Stored data:
^^^^

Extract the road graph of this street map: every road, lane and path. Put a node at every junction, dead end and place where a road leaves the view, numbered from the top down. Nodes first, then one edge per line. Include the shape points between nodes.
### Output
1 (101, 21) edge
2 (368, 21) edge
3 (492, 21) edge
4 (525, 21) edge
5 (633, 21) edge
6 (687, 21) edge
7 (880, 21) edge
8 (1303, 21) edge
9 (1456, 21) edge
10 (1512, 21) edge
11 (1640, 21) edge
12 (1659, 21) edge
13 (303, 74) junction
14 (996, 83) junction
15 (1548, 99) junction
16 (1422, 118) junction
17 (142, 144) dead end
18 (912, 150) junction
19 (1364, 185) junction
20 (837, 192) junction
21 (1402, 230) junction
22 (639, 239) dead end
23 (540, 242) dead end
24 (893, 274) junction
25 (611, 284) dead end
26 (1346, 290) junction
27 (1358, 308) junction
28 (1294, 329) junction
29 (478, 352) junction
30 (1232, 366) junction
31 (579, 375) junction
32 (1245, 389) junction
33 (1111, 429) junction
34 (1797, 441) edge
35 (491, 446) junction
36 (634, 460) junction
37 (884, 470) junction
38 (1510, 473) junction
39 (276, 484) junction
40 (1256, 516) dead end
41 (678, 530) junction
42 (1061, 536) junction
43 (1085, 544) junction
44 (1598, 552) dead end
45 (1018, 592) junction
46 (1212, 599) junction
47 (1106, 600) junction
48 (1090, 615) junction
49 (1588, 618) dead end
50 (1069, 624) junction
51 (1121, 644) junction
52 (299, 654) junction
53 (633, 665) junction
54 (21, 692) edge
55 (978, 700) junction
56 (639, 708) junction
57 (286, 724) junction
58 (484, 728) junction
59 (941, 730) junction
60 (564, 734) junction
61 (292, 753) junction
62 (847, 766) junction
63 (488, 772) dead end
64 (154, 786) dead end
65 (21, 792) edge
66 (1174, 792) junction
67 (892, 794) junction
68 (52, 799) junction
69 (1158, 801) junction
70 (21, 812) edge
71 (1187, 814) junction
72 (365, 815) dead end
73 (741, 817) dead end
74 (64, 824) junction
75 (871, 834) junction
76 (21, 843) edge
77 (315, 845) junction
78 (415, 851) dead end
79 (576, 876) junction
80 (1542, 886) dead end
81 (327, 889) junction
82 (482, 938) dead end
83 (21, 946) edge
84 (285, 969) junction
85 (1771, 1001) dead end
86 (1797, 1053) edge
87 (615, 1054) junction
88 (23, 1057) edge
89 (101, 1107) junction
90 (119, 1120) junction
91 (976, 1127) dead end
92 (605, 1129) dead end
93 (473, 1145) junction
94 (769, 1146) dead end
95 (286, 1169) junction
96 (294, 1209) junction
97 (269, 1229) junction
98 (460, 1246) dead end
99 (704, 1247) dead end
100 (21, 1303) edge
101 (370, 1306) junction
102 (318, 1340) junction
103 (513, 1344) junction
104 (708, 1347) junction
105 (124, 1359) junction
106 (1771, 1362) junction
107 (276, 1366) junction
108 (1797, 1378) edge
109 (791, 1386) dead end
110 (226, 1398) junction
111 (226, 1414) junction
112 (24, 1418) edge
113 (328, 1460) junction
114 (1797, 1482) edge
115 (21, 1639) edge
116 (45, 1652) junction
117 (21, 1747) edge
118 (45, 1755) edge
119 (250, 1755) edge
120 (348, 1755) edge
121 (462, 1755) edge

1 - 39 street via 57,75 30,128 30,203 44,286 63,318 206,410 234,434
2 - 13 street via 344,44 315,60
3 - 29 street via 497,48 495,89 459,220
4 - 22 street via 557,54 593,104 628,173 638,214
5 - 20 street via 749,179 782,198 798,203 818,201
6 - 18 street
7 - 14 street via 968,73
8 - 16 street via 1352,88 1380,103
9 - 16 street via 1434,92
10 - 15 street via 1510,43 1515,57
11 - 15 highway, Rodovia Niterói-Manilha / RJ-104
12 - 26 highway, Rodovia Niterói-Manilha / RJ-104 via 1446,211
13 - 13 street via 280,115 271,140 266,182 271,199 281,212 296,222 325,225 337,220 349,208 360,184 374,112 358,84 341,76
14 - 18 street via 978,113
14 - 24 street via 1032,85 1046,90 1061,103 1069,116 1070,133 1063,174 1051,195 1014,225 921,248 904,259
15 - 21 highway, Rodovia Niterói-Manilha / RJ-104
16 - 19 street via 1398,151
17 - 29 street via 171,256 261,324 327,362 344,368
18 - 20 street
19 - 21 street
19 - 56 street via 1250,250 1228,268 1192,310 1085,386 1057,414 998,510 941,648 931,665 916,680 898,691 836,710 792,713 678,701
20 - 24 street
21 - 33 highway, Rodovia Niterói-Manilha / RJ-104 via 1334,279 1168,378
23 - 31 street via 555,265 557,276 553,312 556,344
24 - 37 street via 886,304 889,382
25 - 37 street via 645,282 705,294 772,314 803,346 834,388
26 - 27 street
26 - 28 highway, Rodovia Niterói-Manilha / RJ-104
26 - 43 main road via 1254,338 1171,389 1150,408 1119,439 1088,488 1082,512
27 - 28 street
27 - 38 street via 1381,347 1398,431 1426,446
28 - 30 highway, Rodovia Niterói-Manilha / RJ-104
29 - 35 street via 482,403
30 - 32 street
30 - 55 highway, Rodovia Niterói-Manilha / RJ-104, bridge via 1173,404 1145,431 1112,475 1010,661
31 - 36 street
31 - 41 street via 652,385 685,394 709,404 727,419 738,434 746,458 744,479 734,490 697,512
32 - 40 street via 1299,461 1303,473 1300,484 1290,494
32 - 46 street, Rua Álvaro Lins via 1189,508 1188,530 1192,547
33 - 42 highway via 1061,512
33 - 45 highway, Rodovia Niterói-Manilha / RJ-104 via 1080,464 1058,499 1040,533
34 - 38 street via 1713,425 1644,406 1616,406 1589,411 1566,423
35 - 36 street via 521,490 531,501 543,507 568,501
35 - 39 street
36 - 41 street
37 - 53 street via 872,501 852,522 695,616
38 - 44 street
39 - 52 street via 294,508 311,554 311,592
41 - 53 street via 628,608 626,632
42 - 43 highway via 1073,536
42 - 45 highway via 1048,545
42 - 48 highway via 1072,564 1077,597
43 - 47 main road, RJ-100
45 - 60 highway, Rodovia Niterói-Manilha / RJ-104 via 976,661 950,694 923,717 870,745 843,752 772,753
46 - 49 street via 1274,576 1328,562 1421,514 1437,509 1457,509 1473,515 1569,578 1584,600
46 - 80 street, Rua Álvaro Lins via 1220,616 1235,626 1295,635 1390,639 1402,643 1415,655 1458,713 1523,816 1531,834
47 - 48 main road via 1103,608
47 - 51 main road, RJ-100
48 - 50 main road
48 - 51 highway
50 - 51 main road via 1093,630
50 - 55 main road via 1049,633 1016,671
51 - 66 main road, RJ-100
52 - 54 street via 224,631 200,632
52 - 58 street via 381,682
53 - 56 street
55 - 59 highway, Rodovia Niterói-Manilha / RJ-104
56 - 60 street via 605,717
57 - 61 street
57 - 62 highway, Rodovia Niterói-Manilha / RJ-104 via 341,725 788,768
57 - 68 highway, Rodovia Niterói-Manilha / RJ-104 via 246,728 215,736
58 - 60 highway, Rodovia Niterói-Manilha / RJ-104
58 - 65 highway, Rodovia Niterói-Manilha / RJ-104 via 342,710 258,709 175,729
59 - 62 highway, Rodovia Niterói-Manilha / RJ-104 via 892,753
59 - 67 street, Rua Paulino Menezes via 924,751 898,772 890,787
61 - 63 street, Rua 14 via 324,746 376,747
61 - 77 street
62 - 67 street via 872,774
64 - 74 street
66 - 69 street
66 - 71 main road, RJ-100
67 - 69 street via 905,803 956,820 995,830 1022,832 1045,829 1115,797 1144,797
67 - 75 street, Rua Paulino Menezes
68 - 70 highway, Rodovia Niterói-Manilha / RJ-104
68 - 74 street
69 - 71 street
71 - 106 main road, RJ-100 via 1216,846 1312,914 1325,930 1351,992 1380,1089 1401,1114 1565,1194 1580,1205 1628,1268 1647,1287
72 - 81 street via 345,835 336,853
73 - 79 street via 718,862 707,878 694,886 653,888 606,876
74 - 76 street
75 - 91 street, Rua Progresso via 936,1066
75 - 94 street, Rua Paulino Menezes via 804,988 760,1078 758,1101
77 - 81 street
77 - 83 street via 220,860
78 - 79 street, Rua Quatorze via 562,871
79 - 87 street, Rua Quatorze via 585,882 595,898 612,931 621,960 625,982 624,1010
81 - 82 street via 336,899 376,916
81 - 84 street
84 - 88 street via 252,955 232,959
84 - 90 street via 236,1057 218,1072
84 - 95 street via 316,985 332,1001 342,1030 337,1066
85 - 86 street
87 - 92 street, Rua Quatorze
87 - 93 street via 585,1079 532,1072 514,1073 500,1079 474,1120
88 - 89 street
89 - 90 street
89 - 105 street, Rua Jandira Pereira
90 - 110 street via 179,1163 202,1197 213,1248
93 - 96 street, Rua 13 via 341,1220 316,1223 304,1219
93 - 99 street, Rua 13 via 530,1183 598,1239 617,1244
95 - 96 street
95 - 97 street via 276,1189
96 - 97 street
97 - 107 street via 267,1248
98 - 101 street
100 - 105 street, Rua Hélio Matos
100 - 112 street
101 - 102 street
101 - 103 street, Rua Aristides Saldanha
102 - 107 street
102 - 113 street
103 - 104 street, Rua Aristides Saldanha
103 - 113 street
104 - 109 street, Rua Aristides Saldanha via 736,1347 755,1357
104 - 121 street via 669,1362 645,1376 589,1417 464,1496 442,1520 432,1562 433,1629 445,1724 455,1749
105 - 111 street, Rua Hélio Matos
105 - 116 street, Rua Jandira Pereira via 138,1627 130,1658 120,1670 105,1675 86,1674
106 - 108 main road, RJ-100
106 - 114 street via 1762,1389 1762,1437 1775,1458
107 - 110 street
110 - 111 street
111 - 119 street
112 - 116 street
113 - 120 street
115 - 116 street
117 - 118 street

^^^^

▸ **Exercise aim**: Every line that holds the word "Lins" should be copied from the records above.

▸ **Task solution**:
32 - 46 street, Rua Álvaro Lins via 1189,508 1188,530 1192,547
46 - 80 street, Rua Álvaro Lins via 1220,616 1235,626 1295,635 1390,639 1402,643 1415,655 1458,713 1523,816 1531,834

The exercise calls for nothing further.